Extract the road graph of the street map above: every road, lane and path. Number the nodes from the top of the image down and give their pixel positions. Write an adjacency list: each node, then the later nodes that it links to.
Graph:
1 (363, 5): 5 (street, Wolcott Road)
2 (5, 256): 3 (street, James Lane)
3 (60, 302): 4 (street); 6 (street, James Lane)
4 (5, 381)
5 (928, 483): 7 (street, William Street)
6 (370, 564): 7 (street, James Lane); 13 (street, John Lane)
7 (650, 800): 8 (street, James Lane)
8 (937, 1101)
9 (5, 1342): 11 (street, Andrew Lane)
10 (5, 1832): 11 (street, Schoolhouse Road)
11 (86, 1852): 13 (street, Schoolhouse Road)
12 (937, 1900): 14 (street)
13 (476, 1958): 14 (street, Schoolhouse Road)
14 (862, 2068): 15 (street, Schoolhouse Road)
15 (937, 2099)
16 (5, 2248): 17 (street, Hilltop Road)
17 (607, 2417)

DESCRIPTION OF THE TASK.
Restate every record exactly, leaving nothing out.

PROBLEM SOLUTION.
Extract the road graph of the street map above: every road, lane and path. Number the nodes from the top of the image down and give their pixel positions. Write an adjacency list: each node, then the later nodes that it links to.
Graph:
1 (363, 5): 5 (street, Wolcott Road)
2 (5, 256): 3 (street, James Lane)
3 (60, 302): 4 (street); 6 (street, James Lane)
4 (5, 381)
5 (928, 483): 7 (street, William Street)
6 (370, 564): 7 (street, James Lane); 13 (street, John Lane)
7 (650, 800): 8 (street, James Lane)
8 (937, 1101)
9 (5, 1342): 11 (street, Andrew Lane)
10 (5, 1832): 11 (street, Schoolhouse Road)
11 (86, 1852): 13 (street, Schoolhouse Road)
12 (937, 1900): 14 (street)
13 (476, 1958): 14 (street, Schoolhouse Road)
14 (862, 2068): 15 (street, Schoolhouse Road)
15 (937, 2099)
16 (5, 2248): 17 (street, Hilltop Road)
17 (607, 2417)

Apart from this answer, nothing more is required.